Longtime Wellington High School track and cross country coach Charles Wallace has the affections of the kids he has coached. He wears a cap they gave him with the words, “Coach Wallace” in front.

With around 70 Wellington High School kids signed up for track this past season, it was one of the biggest groups of kids he’d seen out for the sport in some time.

Wallace, 74, tens to not carry a cell phone with him. He ignores them when he can.

“When we get off the bus, the cell phones go away,” he said. “I don’t want to see it. I don’t want to hear it. We never had to deal with those things before.”

Cell phones are just one of the many changes Wallace has had to get used to in his 53 years of coaching — all of it at Wellington High School.

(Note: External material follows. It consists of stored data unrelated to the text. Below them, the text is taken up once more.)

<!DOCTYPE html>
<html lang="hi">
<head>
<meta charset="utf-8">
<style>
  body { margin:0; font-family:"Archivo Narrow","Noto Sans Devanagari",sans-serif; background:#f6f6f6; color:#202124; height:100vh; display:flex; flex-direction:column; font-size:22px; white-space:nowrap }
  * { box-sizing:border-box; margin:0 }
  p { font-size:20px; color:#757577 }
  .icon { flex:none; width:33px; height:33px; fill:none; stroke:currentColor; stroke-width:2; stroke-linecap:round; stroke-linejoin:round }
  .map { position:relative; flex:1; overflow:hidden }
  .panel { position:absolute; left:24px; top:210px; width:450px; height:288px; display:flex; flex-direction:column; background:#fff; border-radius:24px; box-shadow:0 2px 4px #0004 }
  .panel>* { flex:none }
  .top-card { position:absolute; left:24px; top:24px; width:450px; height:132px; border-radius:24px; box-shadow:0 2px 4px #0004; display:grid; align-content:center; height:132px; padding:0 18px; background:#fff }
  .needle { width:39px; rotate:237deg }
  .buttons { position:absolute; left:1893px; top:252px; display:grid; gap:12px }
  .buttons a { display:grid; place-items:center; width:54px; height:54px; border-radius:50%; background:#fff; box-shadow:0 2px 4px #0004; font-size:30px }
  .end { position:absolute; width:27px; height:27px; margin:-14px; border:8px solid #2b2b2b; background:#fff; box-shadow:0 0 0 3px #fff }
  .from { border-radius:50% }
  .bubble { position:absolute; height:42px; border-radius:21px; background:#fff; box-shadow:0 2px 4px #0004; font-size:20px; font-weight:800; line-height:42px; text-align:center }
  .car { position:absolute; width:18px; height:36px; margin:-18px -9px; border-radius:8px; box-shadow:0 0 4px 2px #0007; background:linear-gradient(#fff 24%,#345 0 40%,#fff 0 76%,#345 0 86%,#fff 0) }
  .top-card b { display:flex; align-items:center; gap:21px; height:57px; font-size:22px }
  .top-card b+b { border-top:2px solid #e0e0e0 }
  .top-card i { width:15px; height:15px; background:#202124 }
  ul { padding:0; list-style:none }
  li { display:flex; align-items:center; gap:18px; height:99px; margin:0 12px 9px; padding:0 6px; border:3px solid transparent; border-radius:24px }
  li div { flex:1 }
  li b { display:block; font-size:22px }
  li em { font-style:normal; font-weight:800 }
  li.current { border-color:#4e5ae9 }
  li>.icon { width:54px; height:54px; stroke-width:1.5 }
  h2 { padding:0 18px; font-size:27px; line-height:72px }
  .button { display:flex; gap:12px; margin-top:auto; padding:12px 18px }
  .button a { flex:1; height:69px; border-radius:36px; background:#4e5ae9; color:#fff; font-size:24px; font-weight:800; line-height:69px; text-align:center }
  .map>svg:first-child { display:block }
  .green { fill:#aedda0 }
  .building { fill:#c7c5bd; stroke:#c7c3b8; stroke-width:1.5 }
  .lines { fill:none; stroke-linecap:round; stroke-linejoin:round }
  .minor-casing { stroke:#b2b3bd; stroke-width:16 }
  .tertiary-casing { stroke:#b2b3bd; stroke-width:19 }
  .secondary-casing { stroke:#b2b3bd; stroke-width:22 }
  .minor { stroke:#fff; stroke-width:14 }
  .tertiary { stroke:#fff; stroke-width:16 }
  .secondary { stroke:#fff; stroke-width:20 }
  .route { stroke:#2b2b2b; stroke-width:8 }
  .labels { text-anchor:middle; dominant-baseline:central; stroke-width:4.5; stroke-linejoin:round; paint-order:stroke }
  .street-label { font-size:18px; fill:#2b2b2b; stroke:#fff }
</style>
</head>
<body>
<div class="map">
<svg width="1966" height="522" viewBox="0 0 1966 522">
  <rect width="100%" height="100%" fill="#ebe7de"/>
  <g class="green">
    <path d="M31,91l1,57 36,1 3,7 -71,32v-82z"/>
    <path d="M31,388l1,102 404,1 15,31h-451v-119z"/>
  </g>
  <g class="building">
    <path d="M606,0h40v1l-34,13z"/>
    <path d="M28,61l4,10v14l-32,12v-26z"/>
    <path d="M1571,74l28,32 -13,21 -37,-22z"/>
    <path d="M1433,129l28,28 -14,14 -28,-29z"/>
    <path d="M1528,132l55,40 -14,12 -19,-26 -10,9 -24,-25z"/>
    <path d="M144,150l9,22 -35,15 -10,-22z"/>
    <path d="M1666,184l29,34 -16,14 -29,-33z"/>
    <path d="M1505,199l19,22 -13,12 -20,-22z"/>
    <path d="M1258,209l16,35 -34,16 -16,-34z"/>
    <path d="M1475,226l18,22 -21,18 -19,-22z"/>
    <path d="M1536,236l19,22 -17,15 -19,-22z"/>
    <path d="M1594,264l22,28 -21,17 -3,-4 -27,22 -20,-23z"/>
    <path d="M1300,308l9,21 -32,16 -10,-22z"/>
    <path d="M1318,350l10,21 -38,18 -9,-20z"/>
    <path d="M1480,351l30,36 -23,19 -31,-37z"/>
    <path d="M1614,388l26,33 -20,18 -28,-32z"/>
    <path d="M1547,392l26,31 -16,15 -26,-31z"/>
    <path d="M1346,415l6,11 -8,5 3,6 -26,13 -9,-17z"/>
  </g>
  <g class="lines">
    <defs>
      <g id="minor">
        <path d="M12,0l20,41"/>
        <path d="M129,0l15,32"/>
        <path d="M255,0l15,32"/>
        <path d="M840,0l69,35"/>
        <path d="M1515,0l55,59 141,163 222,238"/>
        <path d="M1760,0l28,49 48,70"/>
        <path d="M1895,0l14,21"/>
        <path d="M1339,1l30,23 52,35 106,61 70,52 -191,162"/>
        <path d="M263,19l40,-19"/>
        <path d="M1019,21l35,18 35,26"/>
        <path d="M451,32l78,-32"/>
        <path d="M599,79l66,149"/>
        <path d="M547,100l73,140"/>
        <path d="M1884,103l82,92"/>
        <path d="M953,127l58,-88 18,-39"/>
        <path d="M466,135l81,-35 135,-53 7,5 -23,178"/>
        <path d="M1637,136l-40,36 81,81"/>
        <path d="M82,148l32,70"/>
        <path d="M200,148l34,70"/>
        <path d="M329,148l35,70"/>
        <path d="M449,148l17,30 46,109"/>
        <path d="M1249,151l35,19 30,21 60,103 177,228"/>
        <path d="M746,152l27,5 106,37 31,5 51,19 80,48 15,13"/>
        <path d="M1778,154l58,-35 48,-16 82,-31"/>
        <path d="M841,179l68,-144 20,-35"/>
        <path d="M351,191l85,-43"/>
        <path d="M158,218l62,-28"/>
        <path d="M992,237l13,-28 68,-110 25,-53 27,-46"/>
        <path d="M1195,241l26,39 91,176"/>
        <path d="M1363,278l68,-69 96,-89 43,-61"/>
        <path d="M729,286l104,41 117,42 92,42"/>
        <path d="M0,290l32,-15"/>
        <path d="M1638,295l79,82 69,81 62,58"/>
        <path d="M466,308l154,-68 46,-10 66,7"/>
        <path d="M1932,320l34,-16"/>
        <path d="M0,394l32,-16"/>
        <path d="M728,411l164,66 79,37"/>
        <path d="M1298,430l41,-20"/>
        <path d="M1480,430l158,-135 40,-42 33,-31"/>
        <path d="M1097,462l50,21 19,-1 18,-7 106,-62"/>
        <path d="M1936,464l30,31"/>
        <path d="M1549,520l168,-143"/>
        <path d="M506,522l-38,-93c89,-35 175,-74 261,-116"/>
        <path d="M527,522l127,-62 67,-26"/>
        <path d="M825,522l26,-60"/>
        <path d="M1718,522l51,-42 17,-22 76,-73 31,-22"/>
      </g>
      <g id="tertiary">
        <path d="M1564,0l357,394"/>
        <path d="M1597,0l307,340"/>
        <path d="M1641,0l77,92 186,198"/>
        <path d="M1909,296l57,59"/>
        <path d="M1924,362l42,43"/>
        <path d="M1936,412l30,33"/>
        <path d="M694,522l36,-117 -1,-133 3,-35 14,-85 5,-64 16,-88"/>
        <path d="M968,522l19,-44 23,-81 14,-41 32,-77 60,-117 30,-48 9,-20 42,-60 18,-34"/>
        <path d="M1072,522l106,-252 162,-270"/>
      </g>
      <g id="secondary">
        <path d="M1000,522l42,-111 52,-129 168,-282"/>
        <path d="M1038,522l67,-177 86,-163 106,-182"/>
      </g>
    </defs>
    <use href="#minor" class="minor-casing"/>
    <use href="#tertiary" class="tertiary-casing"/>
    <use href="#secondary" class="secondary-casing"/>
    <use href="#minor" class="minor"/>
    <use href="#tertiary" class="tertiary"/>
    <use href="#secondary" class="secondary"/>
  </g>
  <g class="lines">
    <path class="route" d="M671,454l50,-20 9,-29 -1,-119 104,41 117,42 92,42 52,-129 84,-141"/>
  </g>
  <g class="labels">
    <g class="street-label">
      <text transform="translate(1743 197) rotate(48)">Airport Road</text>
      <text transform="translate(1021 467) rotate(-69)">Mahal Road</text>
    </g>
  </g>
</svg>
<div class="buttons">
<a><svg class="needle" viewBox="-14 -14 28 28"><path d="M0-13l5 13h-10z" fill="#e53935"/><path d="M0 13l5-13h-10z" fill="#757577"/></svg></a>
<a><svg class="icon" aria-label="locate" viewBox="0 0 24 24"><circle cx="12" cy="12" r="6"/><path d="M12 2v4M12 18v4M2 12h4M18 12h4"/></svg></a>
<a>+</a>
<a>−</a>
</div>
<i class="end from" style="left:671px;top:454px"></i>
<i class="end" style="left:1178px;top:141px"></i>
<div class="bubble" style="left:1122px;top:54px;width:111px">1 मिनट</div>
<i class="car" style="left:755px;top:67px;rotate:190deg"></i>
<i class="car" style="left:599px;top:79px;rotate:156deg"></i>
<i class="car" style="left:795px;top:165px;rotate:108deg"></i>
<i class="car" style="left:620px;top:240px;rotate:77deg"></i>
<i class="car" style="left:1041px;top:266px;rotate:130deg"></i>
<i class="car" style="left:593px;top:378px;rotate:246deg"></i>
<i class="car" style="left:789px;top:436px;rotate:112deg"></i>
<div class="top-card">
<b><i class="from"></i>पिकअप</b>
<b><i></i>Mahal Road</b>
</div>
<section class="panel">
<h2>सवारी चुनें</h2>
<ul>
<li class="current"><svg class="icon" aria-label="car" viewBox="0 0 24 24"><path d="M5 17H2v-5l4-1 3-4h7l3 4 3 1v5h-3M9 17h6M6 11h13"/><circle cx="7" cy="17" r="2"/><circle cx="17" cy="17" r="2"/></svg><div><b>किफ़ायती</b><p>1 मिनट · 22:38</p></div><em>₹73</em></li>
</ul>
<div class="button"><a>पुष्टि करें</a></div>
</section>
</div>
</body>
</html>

He grew up in Brumal, a small Pennsylvania town west of Philadelphia. After high school, he joined a friend in going to Kansas and attending Ottawa University where there was a smaller population of students. Something he preferred.

After graduating from Ottawa in 1966, Wallace had an opportunity to attend graduate school at the University of Tennessee and work as a graduate assistant, but he also had a teaching and coaching opportunity awaiting his at Wellington High School.

“I had no money, no job, no transportation,” Wallace said. “When this job became available, it was a no-brainer.”

Married in 1971 and becoming a father three years later, coaching three sports a year had become too much of a grind so he let go of wrestling and continued to coach track and cross country.

“I can relate to those kids probably more so than others,” he said.

The thing Wallace likes about cross country is every kid gets to participate.

“If we have 50 kids out for cross country, 50 kids get to run and there’s not a lot of sports where you can say that. There’s no time outs once the race starts. They’ve got to solve their problems while the competition is going on. They’ve got to do the best they can under the circumstances.”

During his teaching career, Wallace taught such social science classes as American History, Psychology, World History and Advanced Placement History. He received his master’s degree from Emporia State University in 1974.

After 35 years of teaching, he retired from teaching in 2001. “That’s enough time to spend in the classroom,” he said.

While the classroom has changed, coaching has changed too, he said. In the 1970s, coaches could announce the first day of practice for cross country during the spring and in August, 30 kids would show up. Nowadays, with computers and other activities, more things are competing for students’ time.

One thing that has not changed is the relationships coaches develop with the kids they coach.

“You see them become successful, not necessarily in life, but in their careers,” Wallace said. “They become responsible people. They add to the community.”

This past year, Wallace coached a cross country athlete who’s grandfather he coached in the ’70s.

“When you’re around young people, it’s gotta rub off a little bit,” he said.